Recetas

Magdalenas tradicionales

Si hay una receta clásica que casi todo el mundo ha preparado alguna vez en casa, esa es la de magdalenas. Nosotras hemos crecido con las que mi madre nos hacía de limón, cuya receta había sacado del libro «Los mejores postres de Maizena» del que ya os hemos hablado.

Se trata de una receta clásica con un delicioso sabor cítrico que encandila a cualquiera que las pruebe. La masa sin hornear ya está buena de por sí, así que imaginad los bizcochos que se obtienen con ella. En casa nadie se podía resistir a chupar la cuchara con el sobrante de masa y, mucho menos, a las magdalenas recién horneadas.

Ingredientes (para 24 unidades aprox.):

  • 100 gr de harina de maíz (Maizena)
  • 400 gr de harina
  • 3 cucharaditas de levadura
  • 350 gr de azúcar (y un poco más para decorar)
  • 4 huevos
  • 125 gr de leche
  • 250 ml de aceite de oliva suave (o aceite de girasol)
  • 1 limón grande

Paso a paso:

1. Lavamos bien el limón y rallamos su piel. Reservamos.
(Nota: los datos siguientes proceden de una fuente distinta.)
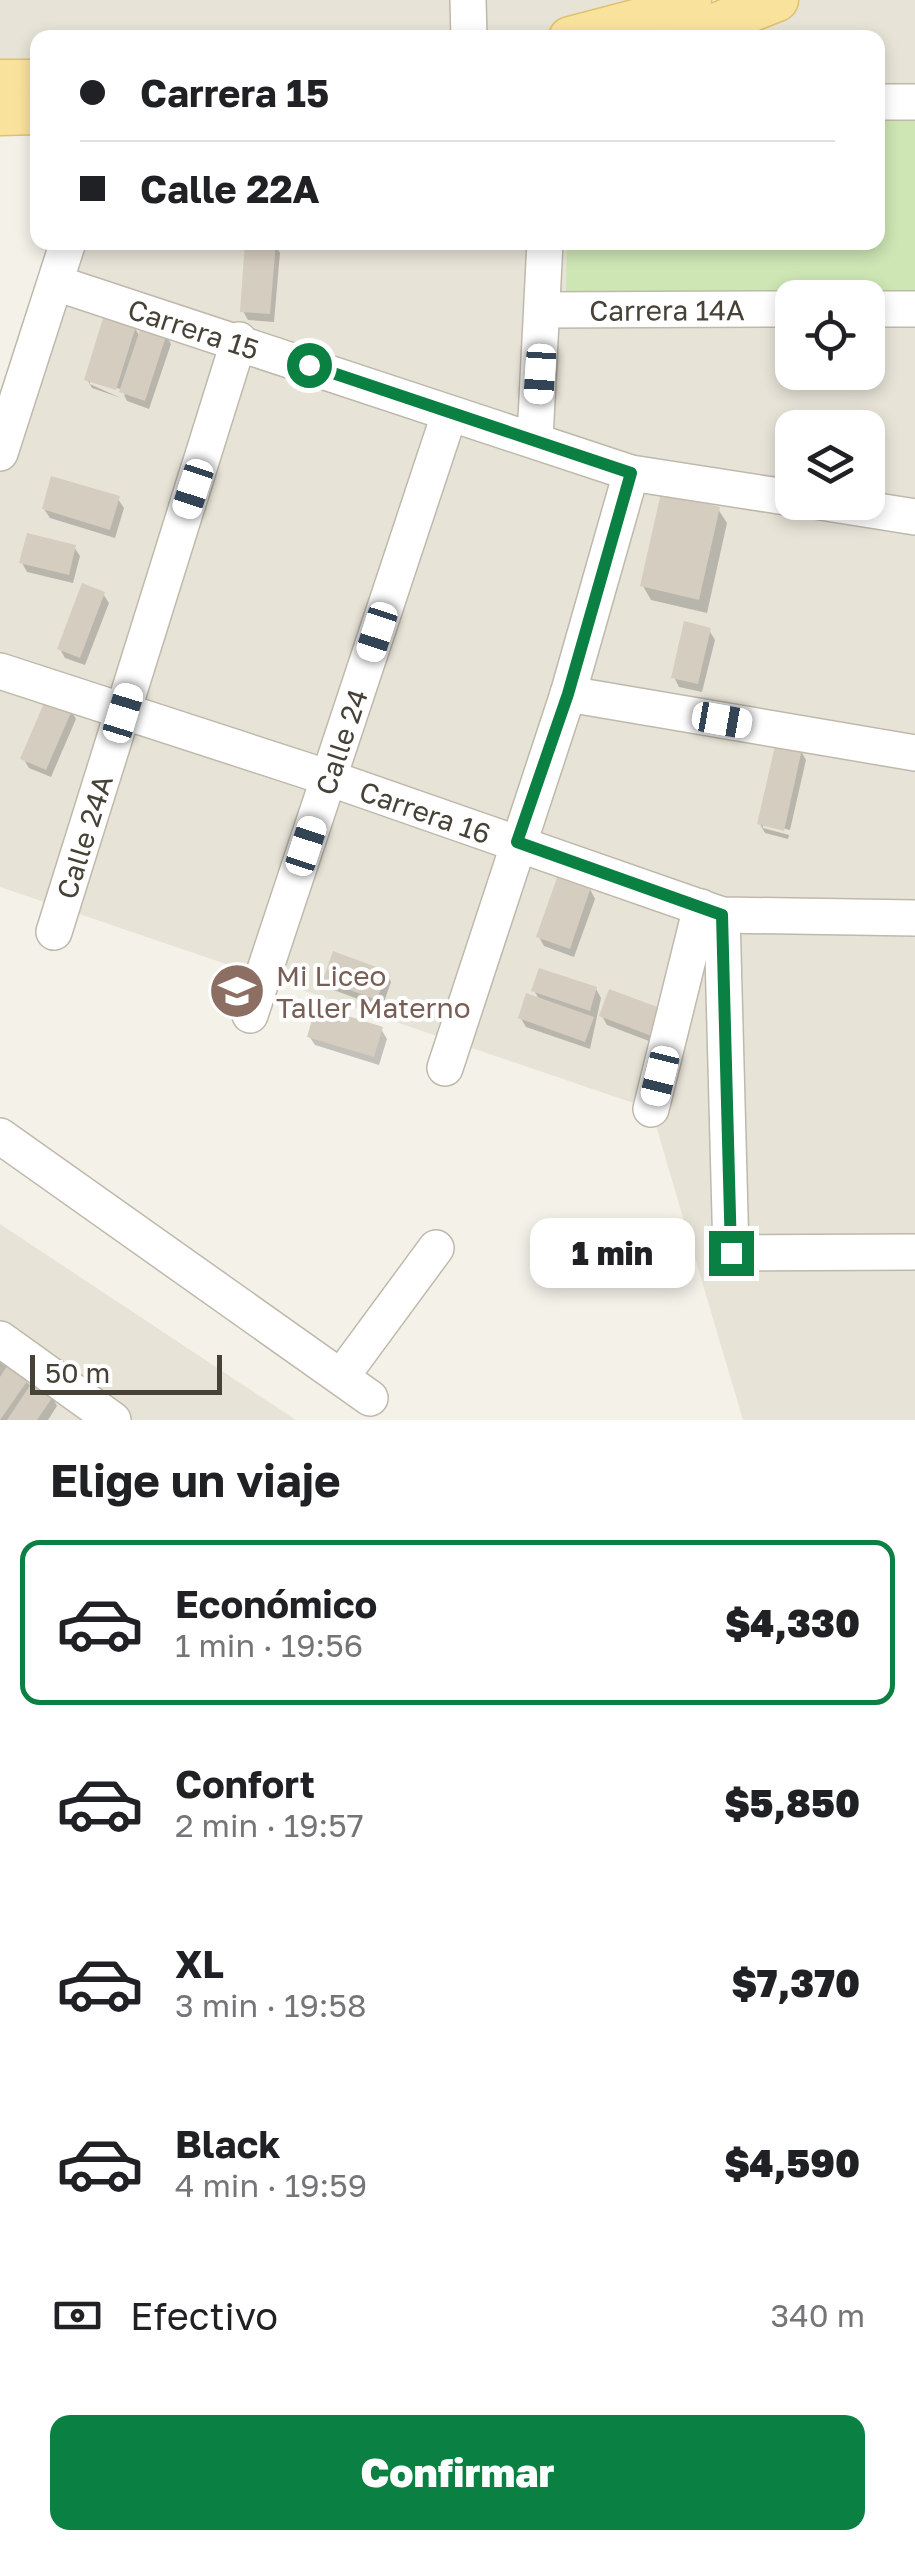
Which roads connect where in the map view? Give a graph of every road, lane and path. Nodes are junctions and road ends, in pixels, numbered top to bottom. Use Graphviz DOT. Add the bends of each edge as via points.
graph roads {
  1 [pos="468,0"];
  2 [pos="690,0"];
  3 [pos="777,0"];
  4 [pos="469,30"];
  5 [pos="601,30"];
  6 [pos="701,30"];
  7 [pos="0,81"];
  8 [pos="30,81"];
  9 [pos="885,102"];
  10 [pos="915,102"];
  11 [pos="30,112"];
  12 [pos="0,114"];
  13 [pos="66,250"];
  14 [pos="545,250"];
  15 [pos="56,282"];
  16 [pos="775,309"];
  17 [pos="885,309"];
  18 [pos="915,309"];
  19 [pos="545,310"];
  20 [pos="240,340"];
  21 [pos="449,414"];
  22 [pos="535,439"];
  23 [pos="0,453"];
  24 [pos="631,473"];
  25 [pos="775,495"];
  26 [pos="885,512"];
  27 [pos="915,517"];
  28 [pos="0,671"];
  29 [pos="568,694"];
  30 [pos="123,713"];
  31 [pos="915,753"];
  32 [pos="328,778"];
  33 [pos="517,842"];
  34 [pos="712,911"];
  35 [pos="915,918"];
  36 [pos="54,932"];
  37 [pos="250,1015"];
  38 [pos="445,1068"];
  39 [pos="651,1109"];
  40 [pos="0,1136"];
  41 [pos="436,1248"];
  42 [pos="915,1252"];
  43 [pos="0,1340"];
  44 [pos="341,1377"];
  45 [pos="370,1398"];
  46 [pos="112,1420"];
  1 -- 4 [label="street"];
  2 -- 5 [label="main road"];
  3 -- 6 [label="main road"];
  7 -- 8 [label="main road"];
  9 -- 10 [label="street"];
  11 -- 12 [label="main road"];
  13 -- 15 [label="street"];
  14 -- 19 [label="street"];
  15 -- 20 [label="street, Carrera 15"];
  15 -- 23 [label="street"];
  16 -- 19 [label="street, Carrera 14A"];
  17 -- 18 [label="street"];
  19 -- 22 [label="street"];
  20 -- 21 [label="street, Carrera 15"];
  20 -- 30 [label="street, Calle 24A"];
  21 -- 22 [label="street, Carrera 15"];
  21 -- 32 [label="street, Calle 24"];
  22 -- 24 [label="street, Carrera 15"];
  24 -- 25 [label="street, Carrera 15"];
  24 -- 29 [label="street"];
  26 -- 27 [label="street"];
  28 -- 30 [label="street, Carrera 16"];
  29 -- 31 [label="street"];
  29 -- 33 [label="street"];
  30 -- 32 [label="street, Carrera 16"];
  30 -- 36 [label="street, Calle 24A"];
  32 -- 33 [label="street, Carrera 16"];
  32 -- 37 [label="street, Calle 24"];
  33 -- 34 [label="street, Carrera 16"];
  33 -- 38 [label="street"];
  34 -- 35 [label="street, Carrera 16"];
  34 -- 39 [label="street"];
  34 -- 42 [label="street" via="731,1253"];
  40 -- 44 [label="street"];
  41 -- 44 [label="street"];
  43 -- 46 [label="street"];
  44 -- 45 [label="street"];
}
2. Mezclamos las harinas junto con la levadura y reservamos.

3. En un bol grande colocamos el azúcar, los huevos y la leche y removemos bien con ayuda de una espátula.

4. Agregamos el aceite y revolvemos con energía hasta que esté bien integrado.

5. Incorporamos la ralladura de limón y mezclamos.

6. Añadimos la harina en tres tandas, batiendo con la espátula. Se trata de una masa densa, por lo que no desesperéis si tarda un poco en adquirir una consistencia uniforme, sin grumos.

7. Colocamos las cápsulas de papel en una bandeja para hornear cupcakes.

8. Llenamos 2/3 de cada cápsula con la masa, ayudándonos de una cuchara para helado. Una de las características más llamativas que tienen las magdalenas tradicionales es que tienen un copete bastante prominente, por lo que no os preocupéis si llenáis las cápsulas algo más de 2/3.

9. Espolvoreamos un pellizco de azúcar en el centro de cada magdalena.

10. Horneamos a 200ºC unos 12-15 minutos.

11. Una vez superada la prueba del palillo, sacamos el molde del horno y dejamos un minuto templar.

12. Extraemos las magdalenas del molde y las dejamos enfriar por completo sobre una rejilla.

Lo tradicional siempre sabe doblemente bueno, ya que consigue aunar buenos recuerdos y sabores. Al menos ese es nuestro caso con estas magdalenas. Sencillas, rápidas de elaborar y perfectas para acompañar cualquier desayuno o merienda.

Consejos:

· De la piel del limón sólo nos interesa la parte amarilla, por lo que no es necesario rallarlo con fuerza. Tened en cuenta que la parte blanca de la piel sólo aportará amargor a la receta.

· En la receta original no se tamizan las harinas ni la levadura, sin embargo, podéis tamizarlas si así os gusta más. Es cierto que, al tamizar, se integrará mejor en la receta y tardaréis menos en conseguir la masa perfecta.

· Nosotras hemos utilizado un molde para hornear cupcakes porque no teníamos cápsulas de magdalenas (que son más robustas y no pierden la forma al hornearlas). Si vais a utilizar las clásicas cápsulas blancas de magdalenas, es recomendable que las untéis con un poco de aceite por dentro (podéis ayudaros de un pincel de silicona) para evitar que el papel se pegue al bizcocho.

· Recordad precalentar el horno a 200ºC antes de introducir las cápsulas con la masa de magdalenas.